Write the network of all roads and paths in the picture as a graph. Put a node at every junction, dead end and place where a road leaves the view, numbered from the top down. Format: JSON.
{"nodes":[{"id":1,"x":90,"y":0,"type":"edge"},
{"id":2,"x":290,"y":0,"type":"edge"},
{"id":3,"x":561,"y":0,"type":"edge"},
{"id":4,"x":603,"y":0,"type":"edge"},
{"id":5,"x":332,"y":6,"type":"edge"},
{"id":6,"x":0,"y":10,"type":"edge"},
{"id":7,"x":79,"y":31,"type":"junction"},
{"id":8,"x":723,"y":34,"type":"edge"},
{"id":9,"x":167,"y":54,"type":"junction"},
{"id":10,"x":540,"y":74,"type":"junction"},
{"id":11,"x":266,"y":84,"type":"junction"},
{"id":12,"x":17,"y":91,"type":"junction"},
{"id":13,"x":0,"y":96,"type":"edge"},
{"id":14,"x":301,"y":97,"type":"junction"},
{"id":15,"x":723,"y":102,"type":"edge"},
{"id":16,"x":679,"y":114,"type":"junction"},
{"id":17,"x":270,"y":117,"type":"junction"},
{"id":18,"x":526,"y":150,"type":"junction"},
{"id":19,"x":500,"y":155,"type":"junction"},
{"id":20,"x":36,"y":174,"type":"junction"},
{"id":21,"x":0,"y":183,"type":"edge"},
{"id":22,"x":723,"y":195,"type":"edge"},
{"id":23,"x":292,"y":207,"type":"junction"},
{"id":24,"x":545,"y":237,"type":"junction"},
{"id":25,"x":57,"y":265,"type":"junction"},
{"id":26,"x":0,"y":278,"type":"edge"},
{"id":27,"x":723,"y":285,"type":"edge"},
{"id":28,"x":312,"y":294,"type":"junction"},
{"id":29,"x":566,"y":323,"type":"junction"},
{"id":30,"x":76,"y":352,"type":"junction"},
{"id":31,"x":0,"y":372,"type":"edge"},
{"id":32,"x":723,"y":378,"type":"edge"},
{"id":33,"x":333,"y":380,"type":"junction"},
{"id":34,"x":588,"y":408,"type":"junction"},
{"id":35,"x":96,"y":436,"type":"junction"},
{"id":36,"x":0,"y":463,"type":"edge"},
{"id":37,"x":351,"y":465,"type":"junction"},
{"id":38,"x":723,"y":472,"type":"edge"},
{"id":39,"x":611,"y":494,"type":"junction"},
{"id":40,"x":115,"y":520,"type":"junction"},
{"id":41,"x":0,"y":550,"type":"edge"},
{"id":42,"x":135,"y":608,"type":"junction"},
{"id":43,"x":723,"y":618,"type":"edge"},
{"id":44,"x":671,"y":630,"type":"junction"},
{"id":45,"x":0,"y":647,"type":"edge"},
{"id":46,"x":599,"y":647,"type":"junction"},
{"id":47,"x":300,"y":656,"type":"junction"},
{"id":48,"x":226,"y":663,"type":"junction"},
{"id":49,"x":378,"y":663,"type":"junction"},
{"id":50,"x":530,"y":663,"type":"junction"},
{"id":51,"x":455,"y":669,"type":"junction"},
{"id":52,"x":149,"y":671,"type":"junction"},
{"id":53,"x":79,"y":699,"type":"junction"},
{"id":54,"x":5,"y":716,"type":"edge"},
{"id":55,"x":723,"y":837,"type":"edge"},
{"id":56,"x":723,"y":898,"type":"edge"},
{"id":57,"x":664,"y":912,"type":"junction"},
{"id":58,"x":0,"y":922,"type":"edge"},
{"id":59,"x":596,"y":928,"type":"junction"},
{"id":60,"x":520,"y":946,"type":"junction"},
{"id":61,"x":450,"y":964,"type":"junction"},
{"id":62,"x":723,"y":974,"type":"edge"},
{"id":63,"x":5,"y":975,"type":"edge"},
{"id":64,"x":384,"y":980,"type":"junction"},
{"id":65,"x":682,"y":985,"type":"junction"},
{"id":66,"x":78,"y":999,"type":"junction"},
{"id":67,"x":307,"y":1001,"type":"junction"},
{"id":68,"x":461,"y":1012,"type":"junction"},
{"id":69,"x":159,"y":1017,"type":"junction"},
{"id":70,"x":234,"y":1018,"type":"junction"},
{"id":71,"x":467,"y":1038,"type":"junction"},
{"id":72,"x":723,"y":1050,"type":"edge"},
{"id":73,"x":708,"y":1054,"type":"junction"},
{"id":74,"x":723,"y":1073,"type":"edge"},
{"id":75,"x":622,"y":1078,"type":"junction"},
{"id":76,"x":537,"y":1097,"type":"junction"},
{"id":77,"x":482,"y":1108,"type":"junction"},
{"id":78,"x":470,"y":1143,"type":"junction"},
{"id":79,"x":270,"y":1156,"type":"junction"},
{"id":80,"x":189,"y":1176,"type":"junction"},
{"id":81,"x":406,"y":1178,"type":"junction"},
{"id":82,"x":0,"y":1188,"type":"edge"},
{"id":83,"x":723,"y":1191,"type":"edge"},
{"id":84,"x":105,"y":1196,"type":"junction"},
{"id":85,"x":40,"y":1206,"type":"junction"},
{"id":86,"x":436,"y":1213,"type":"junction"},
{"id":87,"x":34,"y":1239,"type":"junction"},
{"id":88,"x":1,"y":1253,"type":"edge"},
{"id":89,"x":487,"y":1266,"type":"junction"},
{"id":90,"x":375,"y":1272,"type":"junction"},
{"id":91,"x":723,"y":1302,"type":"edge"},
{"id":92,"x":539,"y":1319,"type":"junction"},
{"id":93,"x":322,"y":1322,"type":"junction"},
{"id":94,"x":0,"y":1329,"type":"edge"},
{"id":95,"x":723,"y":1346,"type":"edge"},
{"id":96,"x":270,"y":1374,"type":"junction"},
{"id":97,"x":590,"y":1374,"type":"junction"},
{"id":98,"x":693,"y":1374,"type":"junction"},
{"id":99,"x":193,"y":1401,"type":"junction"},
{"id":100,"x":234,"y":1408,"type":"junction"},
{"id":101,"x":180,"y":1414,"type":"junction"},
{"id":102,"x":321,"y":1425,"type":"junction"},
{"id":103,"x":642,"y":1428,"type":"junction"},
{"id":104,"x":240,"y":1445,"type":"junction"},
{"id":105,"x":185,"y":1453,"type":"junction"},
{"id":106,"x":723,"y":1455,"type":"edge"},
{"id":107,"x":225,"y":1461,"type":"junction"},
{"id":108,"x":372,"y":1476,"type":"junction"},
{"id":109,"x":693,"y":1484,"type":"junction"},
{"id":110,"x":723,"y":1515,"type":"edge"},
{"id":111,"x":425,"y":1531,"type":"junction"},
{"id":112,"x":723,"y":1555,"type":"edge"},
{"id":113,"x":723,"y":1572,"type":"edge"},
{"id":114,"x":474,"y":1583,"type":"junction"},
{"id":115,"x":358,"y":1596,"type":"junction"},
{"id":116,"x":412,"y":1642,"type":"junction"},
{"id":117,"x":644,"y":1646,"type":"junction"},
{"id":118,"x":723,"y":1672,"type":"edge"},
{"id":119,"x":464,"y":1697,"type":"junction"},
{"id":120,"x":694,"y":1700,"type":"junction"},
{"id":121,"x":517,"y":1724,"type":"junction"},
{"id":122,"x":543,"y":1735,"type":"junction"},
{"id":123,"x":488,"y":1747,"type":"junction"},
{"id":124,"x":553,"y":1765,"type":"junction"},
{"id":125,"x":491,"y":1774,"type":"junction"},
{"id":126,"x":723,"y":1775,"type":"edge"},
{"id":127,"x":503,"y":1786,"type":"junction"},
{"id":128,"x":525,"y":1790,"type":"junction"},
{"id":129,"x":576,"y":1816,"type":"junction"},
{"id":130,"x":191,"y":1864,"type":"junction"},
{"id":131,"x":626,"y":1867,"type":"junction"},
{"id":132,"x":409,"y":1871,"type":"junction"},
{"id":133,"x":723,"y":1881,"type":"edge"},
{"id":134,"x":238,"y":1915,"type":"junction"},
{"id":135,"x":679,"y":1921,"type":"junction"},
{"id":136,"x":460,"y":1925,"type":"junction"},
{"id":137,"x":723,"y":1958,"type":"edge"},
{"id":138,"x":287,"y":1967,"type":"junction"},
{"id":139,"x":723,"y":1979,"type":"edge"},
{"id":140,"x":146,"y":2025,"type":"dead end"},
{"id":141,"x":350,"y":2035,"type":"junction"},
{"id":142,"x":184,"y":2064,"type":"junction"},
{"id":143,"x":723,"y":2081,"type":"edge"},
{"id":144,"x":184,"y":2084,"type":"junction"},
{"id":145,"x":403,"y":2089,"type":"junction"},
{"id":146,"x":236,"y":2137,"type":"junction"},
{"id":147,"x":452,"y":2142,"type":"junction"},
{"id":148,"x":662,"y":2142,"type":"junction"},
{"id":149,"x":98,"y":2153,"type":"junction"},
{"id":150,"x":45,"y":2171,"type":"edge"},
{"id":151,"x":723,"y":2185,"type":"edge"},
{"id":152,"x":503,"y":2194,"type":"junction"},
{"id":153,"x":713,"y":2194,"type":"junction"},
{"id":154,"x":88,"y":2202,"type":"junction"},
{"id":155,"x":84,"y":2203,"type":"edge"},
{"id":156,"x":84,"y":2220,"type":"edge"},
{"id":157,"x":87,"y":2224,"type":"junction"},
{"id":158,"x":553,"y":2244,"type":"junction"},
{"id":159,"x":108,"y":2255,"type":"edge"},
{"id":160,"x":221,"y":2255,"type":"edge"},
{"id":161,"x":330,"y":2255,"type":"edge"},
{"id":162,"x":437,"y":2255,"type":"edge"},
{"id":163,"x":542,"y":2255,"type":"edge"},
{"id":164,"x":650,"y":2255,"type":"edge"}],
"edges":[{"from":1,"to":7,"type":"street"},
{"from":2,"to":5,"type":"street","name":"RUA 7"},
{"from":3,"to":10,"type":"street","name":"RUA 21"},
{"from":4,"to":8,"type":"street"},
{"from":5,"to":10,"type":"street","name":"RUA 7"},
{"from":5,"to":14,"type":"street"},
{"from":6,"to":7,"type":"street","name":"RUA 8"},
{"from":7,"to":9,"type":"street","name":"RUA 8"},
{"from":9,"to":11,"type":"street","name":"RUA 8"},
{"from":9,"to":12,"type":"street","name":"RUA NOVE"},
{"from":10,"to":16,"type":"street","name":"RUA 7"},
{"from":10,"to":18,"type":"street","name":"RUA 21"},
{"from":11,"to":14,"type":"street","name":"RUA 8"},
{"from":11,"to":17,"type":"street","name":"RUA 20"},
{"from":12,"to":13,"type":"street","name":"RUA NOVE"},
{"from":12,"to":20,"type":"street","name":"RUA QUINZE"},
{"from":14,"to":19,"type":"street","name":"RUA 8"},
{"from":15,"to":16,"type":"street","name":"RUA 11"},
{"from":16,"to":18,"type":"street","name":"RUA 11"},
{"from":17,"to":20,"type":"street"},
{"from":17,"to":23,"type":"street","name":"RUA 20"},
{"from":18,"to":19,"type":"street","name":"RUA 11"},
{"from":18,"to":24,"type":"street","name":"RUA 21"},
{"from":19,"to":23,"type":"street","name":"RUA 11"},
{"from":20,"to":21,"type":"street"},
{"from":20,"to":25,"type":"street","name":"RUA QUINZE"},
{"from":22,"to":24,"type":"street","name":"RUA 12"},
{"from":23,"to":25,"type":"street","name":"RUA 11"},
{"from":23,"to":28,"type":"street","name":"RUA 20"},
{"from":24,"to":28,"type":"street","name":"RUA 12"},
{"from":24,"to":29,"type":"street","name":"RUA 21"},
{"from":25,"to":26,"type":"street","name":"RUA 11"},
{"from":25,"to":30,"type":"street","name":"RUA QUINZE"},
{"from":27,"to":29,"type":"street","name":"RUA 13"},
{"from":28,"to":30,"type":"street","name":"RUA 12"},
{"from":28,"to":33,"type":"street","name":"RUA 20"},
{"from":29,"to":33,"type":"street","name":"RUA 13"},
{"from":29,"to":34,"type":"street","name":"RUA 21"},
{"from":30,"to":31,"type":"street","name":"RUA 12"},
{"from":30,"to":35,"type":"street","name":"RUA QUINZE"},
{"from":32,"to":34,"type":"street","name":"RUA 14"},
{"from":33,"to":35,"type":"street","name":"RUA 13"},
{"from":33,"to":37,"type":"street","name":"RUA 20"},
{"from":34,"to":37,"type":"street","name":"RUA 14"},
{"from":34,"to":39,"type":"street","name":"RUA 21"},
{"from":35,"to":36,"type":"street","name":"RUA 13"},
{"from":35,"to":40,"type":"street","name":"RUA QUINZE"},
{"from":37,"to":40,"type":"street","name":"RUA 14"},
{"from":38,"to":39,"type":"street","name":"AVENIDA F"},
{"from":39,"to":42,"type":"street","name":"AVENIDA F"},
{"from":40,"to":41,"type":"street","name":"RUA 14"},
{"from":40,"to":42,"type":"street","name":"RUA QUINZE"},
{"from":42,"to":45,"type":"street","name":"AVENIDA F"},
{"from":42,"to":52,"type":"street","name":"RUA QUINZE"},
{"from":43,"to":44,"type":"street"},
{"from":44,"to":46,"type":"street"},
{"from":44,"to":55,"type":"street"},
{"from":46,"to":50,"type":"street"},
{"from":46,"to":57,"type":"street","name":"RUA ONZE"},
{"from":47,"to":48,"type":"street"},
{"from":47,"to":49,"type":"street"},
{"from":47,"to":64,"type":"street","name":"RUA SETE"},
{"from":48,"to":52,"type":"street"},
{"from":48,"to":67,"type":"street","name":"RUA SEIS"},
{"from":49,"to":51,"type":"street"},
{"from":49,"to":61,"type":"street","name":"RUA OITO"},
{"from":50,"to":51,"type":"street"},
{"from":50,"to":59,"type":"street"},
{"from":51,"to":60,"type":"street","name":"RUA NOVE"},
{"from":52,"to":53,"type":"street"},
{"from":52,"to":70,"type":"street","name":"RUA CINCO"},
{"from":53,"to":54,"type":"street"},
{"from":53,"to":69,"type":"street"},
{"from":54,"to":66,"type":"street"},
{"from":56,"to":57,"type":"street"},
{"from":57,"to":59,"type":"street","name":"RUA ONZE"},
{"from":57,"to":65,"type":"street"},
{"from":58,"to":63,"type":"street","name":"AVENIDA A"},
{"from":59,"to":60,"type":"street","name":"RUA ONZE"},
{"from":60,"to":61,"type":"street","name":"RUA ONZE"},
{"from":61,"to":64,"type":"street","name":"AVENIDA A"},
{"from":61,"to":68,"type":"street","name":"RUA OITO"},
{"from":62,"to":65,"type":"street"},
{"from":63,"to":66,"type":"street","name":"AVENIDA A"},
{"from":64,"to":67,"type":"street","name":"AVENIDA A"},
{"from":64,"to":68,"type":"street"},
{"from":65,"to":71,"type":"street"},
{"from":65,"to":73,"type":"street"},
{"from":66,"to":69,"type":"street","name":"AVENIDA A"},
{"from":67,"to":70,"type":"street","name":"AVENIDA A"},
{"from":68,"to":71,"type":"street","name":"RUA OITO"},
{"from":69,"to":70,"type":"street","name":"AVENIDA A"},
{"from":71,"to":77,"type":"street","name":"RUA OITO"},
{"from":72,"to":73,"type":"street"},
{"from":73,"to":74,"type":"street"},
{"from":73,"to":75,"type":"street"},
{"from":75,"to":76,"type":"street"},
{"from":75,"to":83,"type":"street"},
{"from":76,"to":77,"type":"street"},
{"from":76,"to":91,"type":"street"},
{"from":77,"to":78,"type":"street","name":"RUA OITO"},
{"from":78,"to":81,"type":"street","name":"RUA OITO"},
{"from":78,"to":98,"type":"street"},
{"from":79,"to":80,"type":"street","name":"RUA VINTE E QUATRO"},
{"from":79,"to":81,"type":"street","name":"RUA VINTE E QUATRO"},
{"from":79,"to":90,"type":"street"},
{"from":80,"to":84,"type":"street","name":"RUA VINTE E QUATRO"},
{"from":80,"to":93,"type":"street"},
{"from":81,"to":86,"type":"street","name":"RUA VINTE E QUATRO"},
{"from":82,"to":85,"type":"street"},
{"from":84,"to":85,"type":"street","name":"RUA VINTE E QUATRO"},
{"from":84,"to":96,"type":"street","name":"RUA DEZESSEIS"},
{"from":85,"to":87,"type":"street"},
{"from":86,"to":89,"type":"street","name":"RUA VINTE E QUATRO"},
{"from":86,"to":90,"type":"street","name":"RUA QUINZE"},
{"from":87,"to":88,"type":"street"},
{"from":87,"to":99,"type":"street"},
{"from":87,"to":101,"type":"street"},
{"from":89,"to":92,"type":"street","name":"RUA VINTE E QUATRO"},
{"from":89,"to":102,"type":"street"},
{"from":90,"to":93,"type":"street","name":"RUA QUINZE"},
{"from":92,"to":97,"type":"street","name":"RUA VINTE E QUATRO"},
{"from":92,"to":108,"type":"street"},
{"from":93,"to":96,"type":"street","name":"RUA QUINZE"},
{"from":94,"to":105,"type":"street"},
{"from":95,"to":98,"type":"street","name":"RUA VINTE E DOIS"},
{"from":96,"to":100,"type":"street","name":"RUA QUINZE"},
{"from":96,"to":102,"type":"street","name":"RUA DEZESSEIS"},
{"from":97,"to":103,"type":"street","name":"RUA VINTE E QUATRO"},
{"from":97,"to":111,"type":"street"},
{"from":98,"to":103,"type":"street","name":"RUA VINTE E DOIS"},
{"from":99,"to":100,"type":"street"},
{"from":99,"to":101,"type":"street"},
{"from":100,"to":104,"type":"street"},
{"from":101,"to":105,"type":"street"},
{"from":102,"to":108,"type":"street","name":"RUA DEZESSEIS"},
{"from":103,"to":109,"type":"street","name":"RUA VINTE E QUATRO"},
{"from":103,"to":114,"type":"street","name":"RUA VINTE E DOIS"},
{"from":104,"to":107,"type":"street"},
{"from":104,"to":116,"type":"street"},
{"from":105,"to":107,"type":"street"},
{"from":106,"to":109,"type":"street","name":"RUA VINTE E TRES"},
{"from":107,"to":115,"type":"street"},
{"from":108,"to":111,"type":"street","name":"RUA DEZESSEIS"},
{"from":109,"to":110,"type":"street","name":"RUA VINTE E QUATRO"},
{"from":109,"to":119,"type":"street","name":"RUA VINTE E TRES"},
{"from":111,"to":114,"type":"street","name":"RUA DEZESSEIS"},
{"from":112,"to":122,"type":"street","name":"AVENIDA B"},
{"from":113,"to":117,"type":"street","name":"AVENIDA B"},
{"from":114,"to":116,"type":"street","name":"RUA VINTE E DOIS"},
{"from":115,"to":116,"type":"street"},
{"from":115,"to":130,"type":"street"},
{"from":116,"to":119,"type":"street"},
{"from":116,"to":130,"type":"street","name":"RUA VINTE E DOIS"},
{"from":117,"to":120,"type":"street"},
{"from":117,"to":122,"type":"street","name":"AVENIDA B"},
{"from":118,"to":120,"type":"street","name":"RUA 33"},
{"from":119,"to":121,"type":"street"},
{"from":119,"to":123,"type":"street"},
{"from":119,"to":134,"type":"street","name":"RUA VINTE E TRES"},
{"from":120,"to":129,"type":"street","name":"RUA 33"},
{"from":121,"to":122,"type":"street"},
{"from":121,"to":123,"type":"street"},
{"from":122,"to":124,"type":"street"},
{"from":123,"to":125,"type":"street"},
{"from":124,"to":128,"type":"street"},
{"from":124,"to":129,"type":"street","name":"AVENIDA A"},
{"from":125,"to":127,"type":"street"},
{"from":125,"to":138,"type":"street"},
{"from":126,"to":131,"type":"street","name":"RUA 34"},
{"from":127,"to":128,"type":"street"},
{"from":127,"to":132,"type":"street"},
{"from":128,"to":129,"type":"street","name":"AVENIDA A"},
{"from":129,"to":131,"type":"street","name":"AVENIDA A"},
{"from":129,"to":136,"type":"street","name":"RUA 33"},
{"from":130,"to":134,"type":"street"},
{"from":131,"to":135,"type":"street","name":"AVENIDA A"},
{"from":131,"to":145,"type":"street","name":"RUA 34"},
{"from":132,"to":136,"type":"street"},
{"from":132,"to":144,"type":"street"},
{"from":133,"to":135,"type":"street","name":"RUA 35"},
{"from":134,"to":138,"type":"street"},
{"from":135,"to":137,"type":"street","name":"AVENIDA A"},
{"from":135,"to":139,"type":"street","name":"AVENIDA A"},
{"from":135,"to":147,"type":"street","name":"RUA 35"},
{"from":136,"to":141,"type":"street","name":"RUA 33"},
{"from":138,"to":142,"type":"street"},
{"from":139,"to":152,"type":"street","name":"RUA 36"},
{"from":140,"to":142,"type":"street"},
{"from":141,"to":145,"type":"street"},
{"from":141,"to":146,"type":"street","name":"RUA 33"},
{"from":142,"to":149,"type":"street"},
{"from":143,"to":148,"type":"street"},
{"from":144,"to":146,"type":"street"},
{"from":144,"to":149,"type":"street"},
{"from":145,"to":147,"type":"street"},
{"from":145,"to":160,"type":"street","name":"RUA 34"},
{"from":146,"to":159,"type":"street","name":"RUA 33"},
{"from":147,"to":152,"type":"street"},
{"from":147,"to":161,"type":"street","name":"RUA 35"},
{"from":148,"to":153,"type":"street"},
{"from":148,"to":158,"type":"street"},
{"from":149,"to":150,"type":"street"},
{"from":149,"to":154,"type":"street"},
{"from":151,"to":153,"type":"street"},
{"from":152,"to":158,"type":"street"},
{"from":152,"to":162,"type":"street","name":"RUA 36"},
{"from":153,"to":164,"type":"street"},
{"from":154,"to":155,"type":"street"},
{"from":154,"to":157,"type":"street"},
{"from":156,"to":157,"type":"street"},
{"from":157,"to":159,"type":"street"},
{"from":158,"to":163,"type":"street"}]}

- **WORK REQUEST**
Return each line of the material above in which the string "ONZE" appears.

- **ANSWER TO THIS TASK**
{"from":46,"to":57,"type":"street","name":"RUA ONZE"},
{"from":57,"to":59,"type":"street","name":"RUA ONZE"},
{"from":59,"to":60,"type":"street","name":"RUA ONZE"},
{"from":60,"to":61,"type":"street","name":"RUA ONZE"},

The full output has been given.